And yet one can easily take a short drive across the Canadian border (if one lives near it, as I do) and buy Cuban Cigars that are illegal to buy or own in the United States. Yeah, that embargo is really effective. The ONLY country that recognizes it is the United States. Every other country in the world trades with Cuba. Not even our staunchest allies join us in the Embargo.
Businesses that do business with Cuba can't do business with the USA. Some small shop in Canada can sell Cuban cigars because they aren't doing business with the USA. But seeing as the USA has the largest market in the world, this is a very effective deterrent in getting others to stop trading with Cuba. What about the ships that carry goods across the seas. Can they make a stop in Cuba on their way to the USA? No. And examples like that make things much more difficult and expensive for Cuba.

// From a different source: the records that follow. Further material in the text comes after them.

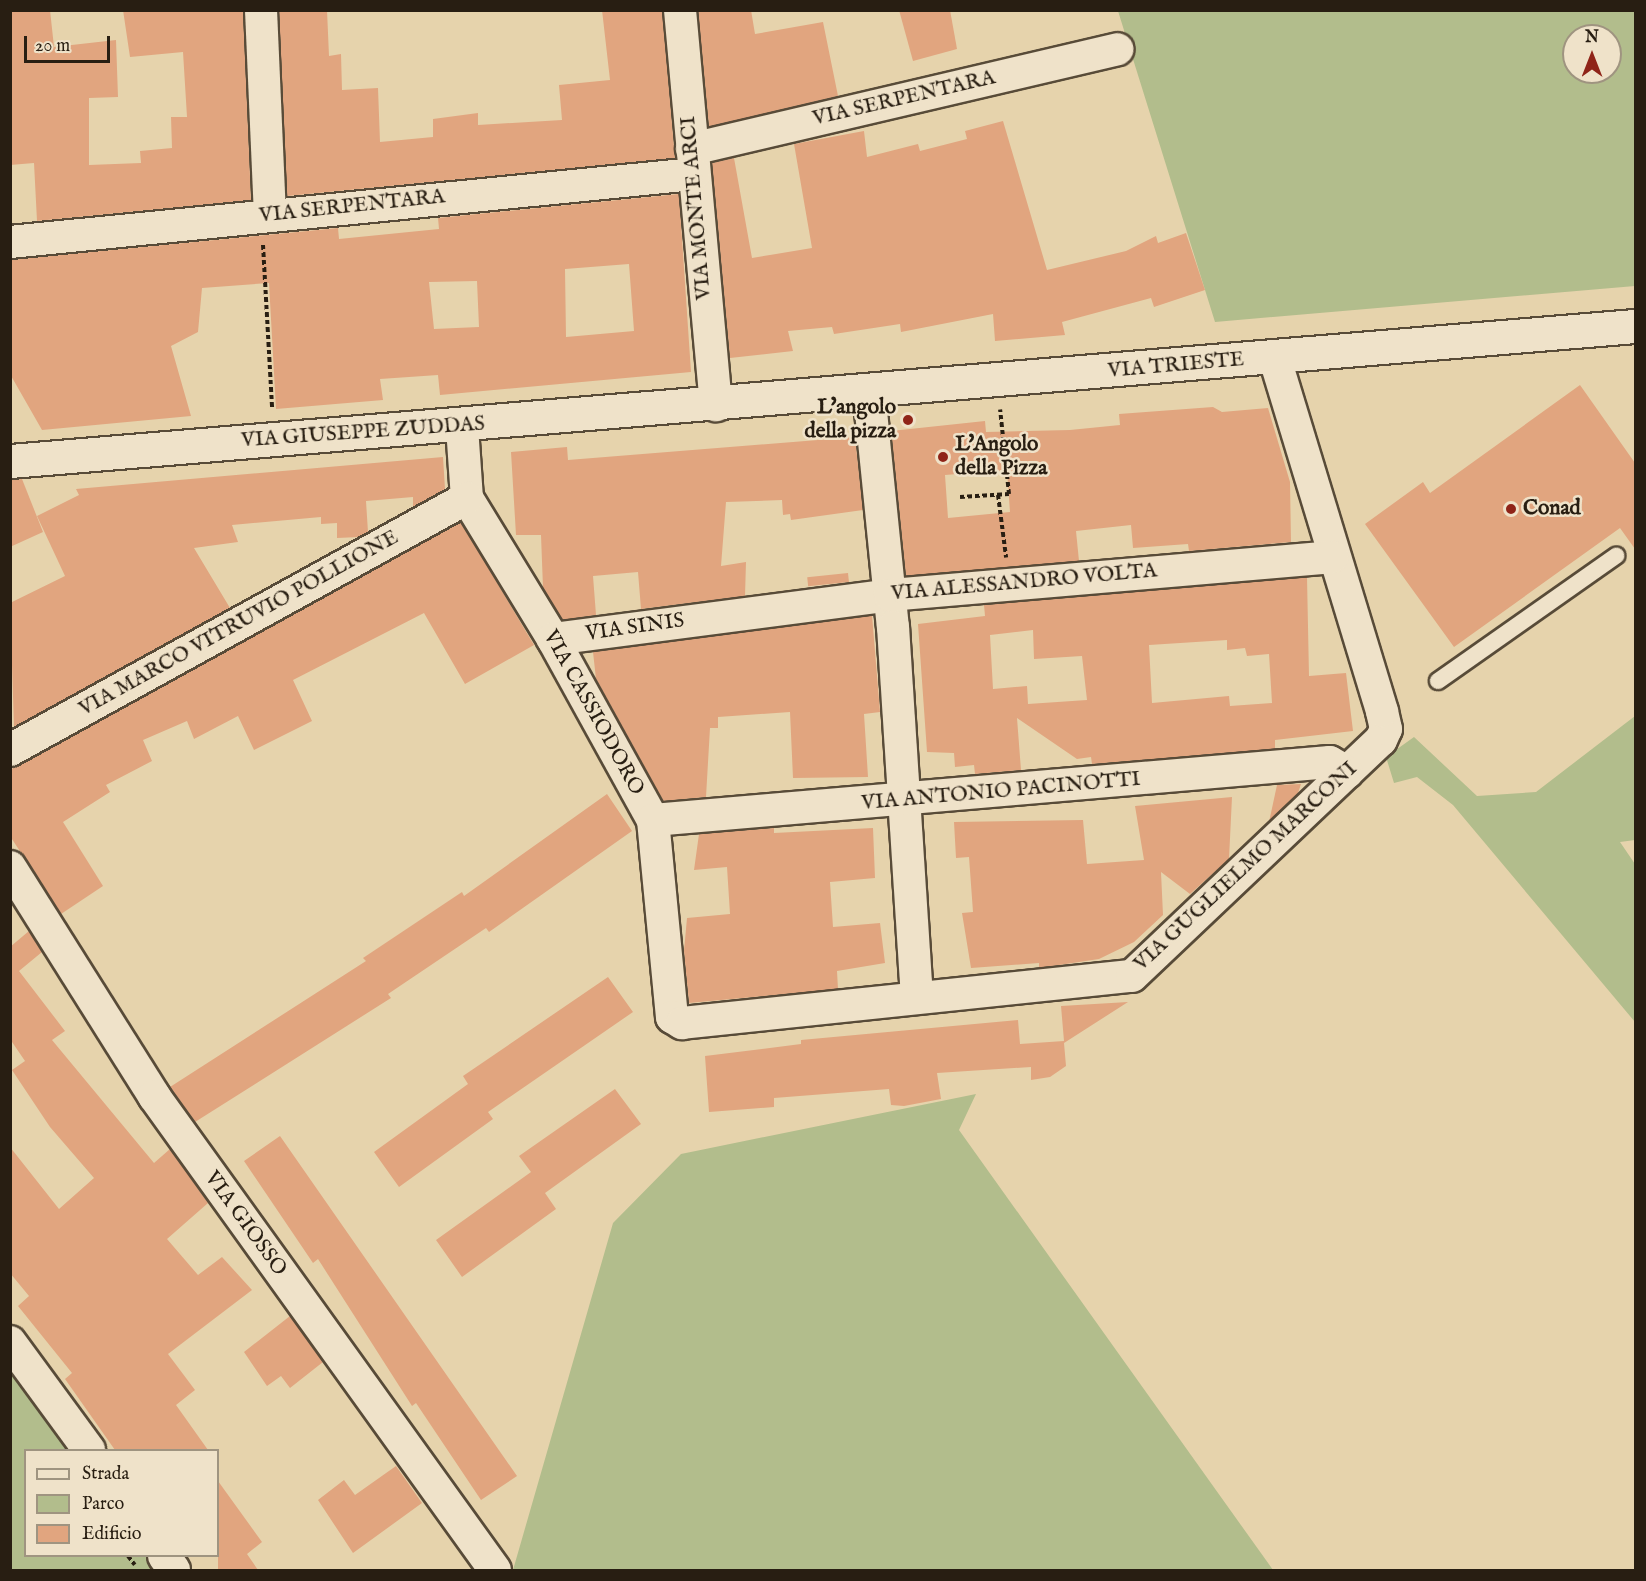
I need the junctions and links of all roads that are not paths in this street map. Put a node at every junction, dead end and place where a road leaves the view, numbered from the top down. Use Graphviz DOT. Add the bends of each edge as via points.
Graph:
graph roads {
  1 [pos="261,10"];
  2 [pos="680,10"];
  3 [pos="1117,49"];
  4 [pos="693,162"];
  5 [pos="270,216"];
  6 [pos="10,242"];
  7 [pos="1635,326"];
  8 [pos="1275,358"];
  9 [pos="869,392"];
  10 [pos="716,405"];
  11 [pos="462,427"];
  12 [pos="10,461"];
  13 [pos="467,498"];
  14 [pos="1616,556"];
  15 [pos="1332,557"];
  16 [pos="890,594"];
  17 [pos="716,617"];
  18 [pos="553,639"];
  19 [pos="1438,681"];
  20 [pos="10,750"];
  21 [pos="1347,772"];
  22 [pos="905,801"];
  23 [pos="653,820"];
  24 [pos="10,867"];
  25 [pos="917,997"];
  26 [pos="672,1017"];
  27 [pos="10,1342"];
  28 [pos="88,1449"];
  29 [pos="165,1557"];
  30 [pos="174,1570"];
  31 [pos="495,1570"];
  1 -- 5 [label="street"];
  2 -- 4 [label="street, VIA MONTE ARCI"];
  3 -- 4 [label="street, VIA SERPENTARA"];
  4 -- 5 [label="street, VIA SERPENTARA"];
  4 -- 10 [label="street, VIA MONTE ARCI"];
  5 -- 6 [label="street, VIA SERPENTARA"];
  7 -- 8 [label="street, VIA TRIESTE"];
  8 -- 9 [label="street, VIA TRIESTE"];
  8 -- 15 [label="street, VIA GUGLIELMO MARCONI"];
  9 -- 10 [label="street, VIA TRIESTE"];
  9 -- 16 [label="street"];
  10 -- 11 [label="street, VIA GIUSEPPE ZUDDAS"];
  11 -- 12 [label="street, VIA GIUSEPPE ZUDDAS"];
  11 -- 13 [label="street, VIA CASSIODORO"];
  13 -- 18 [label="street, VIA CASSIODORO"];
  13 -- 20 [label="street, VIA MARCO VITRUVIO POLLIONE"];
  14 -- 19 [label="lane"];
  15 -- 16 [label="street, VIA ALESSANDRO VOLTA"];
  15 -- 21 [label="street, VIA GUGLIELMO MARCONI" via="1386,729"];
  16 -- 17 [label="street, VIA ALESSANDRO VOLTA"];
  16 -- 22 [label="street"];
  17 -- 18 [label="street, VIA SINIS"];
  18 -- 23 [label="street, VIA CASSIODORO"];
  21 -- 22 [label="street, VIA ANTONIO PACINOTTI" via="1330,762"];
  21 -- 25 [label="street, VIA GUGLIELMO MARCONI" via="1132,976"];
  22 -- 23 [label="street, VIA ANTONIO PACINOTTI"];
  22 -- 25 [label="street"];
  23 -- 26 [label="street, VIA CASSIODORO"];
  24 -- 31 [label="street, VIA GIOSSO" via="154,1096"];
  25 -- 26 [label="street, VIA GUGLIELMO MARCONI" via="682,1023"];
  27 -- 28 [label="street"];
  29 -- 30 [label="street"];
}
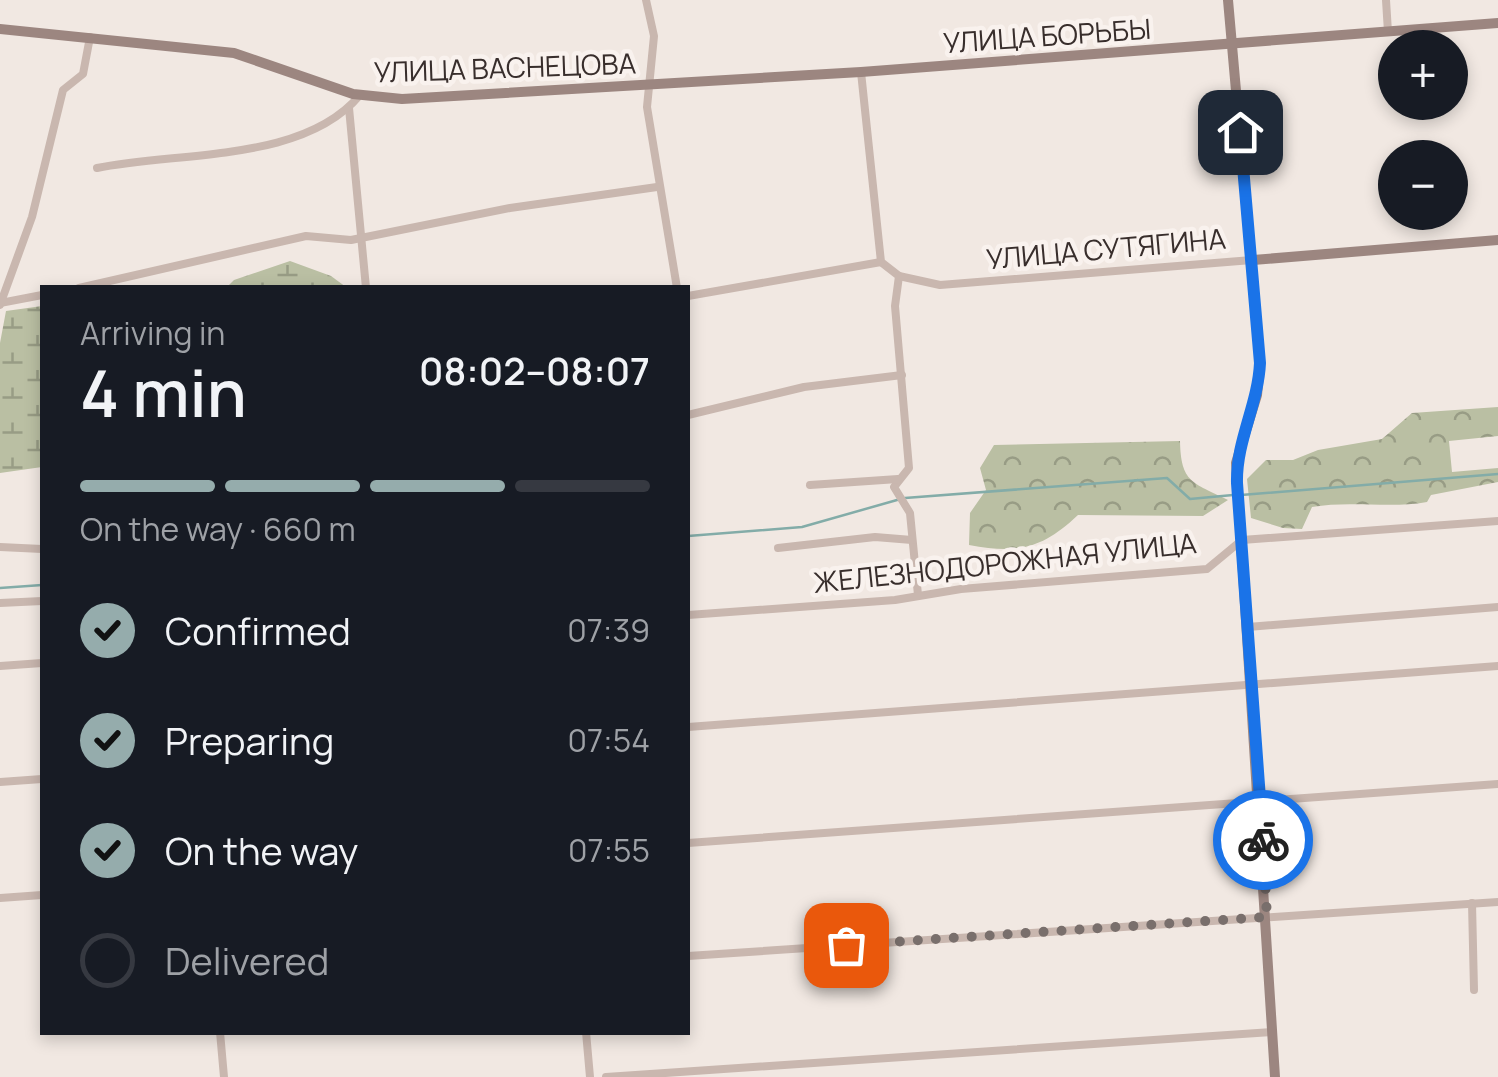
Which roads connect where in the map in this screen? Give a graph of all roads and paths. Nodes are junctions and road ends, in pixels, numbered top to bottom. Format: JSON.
{"nodes":[{"id":1,"x":646,"y":0,"type":"edge"},
{"id":2,"x":1228,"y":0,"type":"edge"},
{"id":3,"x":1386,"y":0,"type":"edge"},
{"id":4,"x":1498,"y":23,"type":"edge"},
{"id":5,"x":0,"y":29,"type":"edge"},
{"id":6,"x":1388,"y":30,"type":"edge"},
{"id":7,"x":1412,"y":30,"type":"edge"},
{"id":8,"x":1378,"y":33,"type":"edge"},
{"id":9,"x":90,"y":37,"type":"junction"},
{"id":10,"x":1231,"y":44,"type":"junction"},
{"id":11,"x":861,"y":72,"type":"junction"},
{"id":12,"x":656,"y":86,"type":"junction"},
{"id":13,"x":360,"y":95,"type":"junction"},
{"id":14,"x":349,"y":108,"type":"junction"},
{"id":15,"x":98,"y":168,"type":"dead end"},
{"id":16,"x":657,"y":188,"type":"junction"},
{"id":17,"x":362,"y":238,"type":"junction"},
{"id":18,"x":1498,"y":240,"type":"edge"},
{"id":19,"x":1253,"y":260,"type":"junction"},
{"id":20,"x":881,"y":262,"type":"junction"},
{"id":21,"x":898,"y":276,"type":"junction"},
{"id":22,"x":96,"y":285,"type":"edge"},
{"id":23,"x":366,"y":285,"type":"edge"},
{"id":24,"x":675,"y":285,"type":"edge"},
{"id":25,"x":40,"y":295,"type":"edge"},
{"id":26,"x":690,"y":296,"type":"edge"},
{"id":27,"x":0,"y":303,"type":"edge"},
{"id":28,"x":902,"y":376,"type":"junction"},
{"id":29,"x":690,"y":415,"type":"edge"},
{"id":30,"x":898,"y":480,"type":"junction"},
{"id":31,"x":810,"y":485,"type":"dead end"},
{"id":32,"x":1498,"y":521,"type":"edge"},
{"id":33,"x":912,"y":540,"type":"junction"},
{"id":34,"x":1242,"y":540,"type":"junction"},
{"id":35,"x":0,"y":547,"type":"edge"},
{"id":36,"x":778,"y":548,"type":"dead end"},
{"id":37,"x":40,"y":549,"type":"edge"},
{"id":38,"x":918,"y":595,"type":"junction"},
{"id":39,"x":40,"y":601,"type":"edge"},
{"id":40,"x":0,"y":603,"type":"edge"},
{"id":41,"x":1498,"y":607,"type":"edge"},
{"id":42,"x":690,"y":614,"type":"edge"},
{"id":43,"x":1248,"y":627,"type":"junction"},
{"id":44,"x":40,"y":663,"type":"edge"},
{"id":45,"x":0,"y":666,"type":"edge"},
{"id":46,"x":1498,"y":666,"type":"edge"},
{"id":47,"x":1252,"y":686,"type":"junction"},
{"id":48,"x":690,"y":727,"type":"edge"},
{"id":49,"x":40,"y":778,"type":"edge"},
{"id":50,"x":0,"y":782,"type":"edge"},
{"id":51,"x":1498,"y":784,"type":"edge"},
{"id":52,"x":1260,"y":801,"type":"junction"},
{"id":53,"x":690,"y":843,"type":"edge"},
{"id":54,"x":40,"y":896,"type":"edge"},
{"id":55,"x":0,"y":898,"type":"edge"},
{"id":56,"x":1498,"y":902,"type":"edge"},
{"id":57,"x":1472,"y":903,"type":"junction"},
{"id":58,"x":1267,"y":917,"type":"junction"},
{"id":59,"x":690,"y":956,"type":"edge"},
{"id":60,"x":1474,"y":990,"type":"dead end"},
{"id":61,"x":1273,"y":1032,"type":"junction"},
{"id":62,"x":220,"y":1035,"type":"edge"},
{"id":63,"x":586,"y":1035,"type":"edge"},
{"id":64,"x":224,"y":1077,"type":"edge"},
{"id":65,"x":590,"y":1077,"type":"edge"},
{"id":66,"x":606,"y":1077,"type":"edge"},
{"id":67,"x":1275,"y":1077,"type":"edge"}],
"edges":[{"from":1,"to":12,"type":"street"},
{"from":2,"to":10,"type":"street"},
{"from":3,"to":6,"type":"street"},
{"from":4,"to":7,"type":"street","name":"УЛИЦА БОРЬБЫ"},
{"from":5,"to":9,"type":"street","name":"УЛИЦА ВАСНЕЦОВА"},
{"from":8,"to":10,"type":"street","name":"УЛИЦА БОРЬБЫ"},
{"from":9,"to":13,"type":"street","name":"УЛИЦА ВАСНЕЦОВА"},
{"from":9,"to":27,"type":"street"},
{"from":10,"to":11,"type":"street","name":"УЛИЦА БОРЬБЫ"},
{"from":10,"to":19,"type":"street"},
{"from":11,"to":12,"type":"street","name":"УЛИЦА БОРЬБЫ"},
{"from":11,"to":20,"type":"street"},
{"from":12,"to":13,"type":"street","name":"УЛИЦА ВАСНЕЦОВА"},
{"from":12,"to":16,"type":"street"},
{"from":13,"to":14,"type":"street"},
{"from":14,"to":15,"type":"street"},
{"from":14,"to":17,"type":"street"},
{"from":16,"to":17,"type":"street"},
{"from":16,"to":24,"type":"street"},
{"from":17,"to":22,"type":"street"},
{"from":17,"to":23,"type":"street"},
{"from":18,"to":19,"type":"street","name":"УЛИЦА СУТЯГИНА"},
{"from":19,"to":21,"type":"street","name":"УЛИЦА СУТЯГИНА"},
{"from":19,"to":34,"type":"street"},
{"from":20,"to":21,"type":"street"},
{"from":20,"to":26,"type":"street"},
{"from":21,"to":28,"type":"street"},
{"from":25,"to":27,"type":"street"},
{"from":28,"to":29,"type":"street"},
{"from":28,"to":30,"type":"street"},
{"from":30,"to":31,"type":"street"},
{"from":30,"to":33,"type":"street"},
{"from":32,"to":34,"type":"street"},
{"from":33,"to":36,"type":"street"},
{"from":33,"to":38,"type":"street"},
{"from":34,"to":38,"type":"street","name":"ЖЕЛЕЗНОДОРОЖНАЯ УЛИЦА"},
{"from":34,"to":43,"type":"street"},
{"from":35,"to":37,"type":"street"},
{"from":38,"to":42,"type":"street","name":"ЖЕЛЕЗНОДОРОЖНАЯ УЛИЦА"},
{"from":39,"to":40,"type":"street"},
{"from":41,"to":43,"type":"street"},
{"from":43,"to":47,"type":"street"},
{"from":44,"to":45,"type":"street"},
{"from":46,"to":47,"type":"street"},
{"from":47,"to":48,"type":"street"},
{"from":47,"to":52,"type":"street"},
{"from":49,"to":50,"type":"street"},
{"from":51,"to":52,"type":"street"},
{"from":52,"to":53,"type":"street"},
{"from":52,"to":58,"type":"street"},
{"from":54,"to":55,"type":"street"},
{"from":56,"to":57,"type":"street"},
{"from":57,"to":58,"type":"street"},
{"from":57,"to":60,"type":"street"},
{"from":58,"to":59,"type":"street"},
{"from":58,"to":61,"type":"street"},
{"from":61,"to":66,"type":"street"},
{"from":61,"to":67,"type":"street"},
{"from":62,"to":64,"type":"street"},
{"from":63,"to":65,"type":"street"}]}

For what it's worth, I've been to Cuba a couple of times, and it didn't seem to me like the people were suffering too badly. I lived in Mexico for a few years and have travelled all over that country, and learned to speak Spanish there. Both times I went to Cuba, within the last year or so, I rented a car and took 1200 or so kilometre road trips, including jaunts across the middle of nowhere. And I just couldn't see how they were suffering any worse than tens of millions of people in Mexico. In fact, it seems like peasants in Cuba live much more peaceful and less stressful lives than those in Mexico. People in Mexico disappear, and the state is often responsible. The narco war is bullsh*t. People there live under a constant threat, a fear for their own safety. In contrast, people in Cuba have no sense of fear of crime. It's shocking. And I reject that I was only seeing what they wanted me to see, since we travelled pretty much where ever we wanted, hours on backroads, picking up passengers and talking to them, and so on.
I'll grant you a couple of things. Yes, they have a very authoritarian government, but I perceive it more like Singapore than a brutal dictatorship. People are free to go about their day to day business, but there are strict penalties for breaking the law. Probably not going to send out the death squad on the first offence. It's like the signs I saw in Singapore saying what the penalties were for things. Outside the bar it says drunk driving first offence, so many thousands of dollars fine and so many days in jail. Second offence, a few more thousands and a bit more time in jail. Third offence, you're going to get a serious beating/canning.
Second, they don't have the material wealth that we do. That is obvious, quite apparent, and not really in question. They have the bare necessities and few luxuries. Partly because of the embargo, partly because of their own economic system, and partly due to the fact that they are a small nation and don't have the vast natural resources that countries like my own do.
So, sure, it's a police state, they don't have a lot of material wealth, but when you take everything into consideration, such as the freedom from crime, knowing that they will always have at least enough food to live on, a roof over their heads, freedom from religion (i.e. they have lots of sex which many Slashdotters can't really say), decent medical care and education, they're really not suffering any worse than tens or even hundreds of millions of peasants in Latin America. Which is what most of them would be if it weren't for the revolution.
I can recognize that the upper class of Latin American countries would never want a Cuban style system, but for the peasants, the vast marginalized peoples that are practically forgotten even by their own countrymen in places like Mexico who just see them as stupid Indians, in the sierra of Guerrero for example, I fail to see how they would be any worse off living in Cuba.
The UN Human Development Index ranks Cuba slightly higher than Mexico. I think it is only fair to compare the standard of living in Cuba to other countries in the region with similar histories, not to the United States or Europe.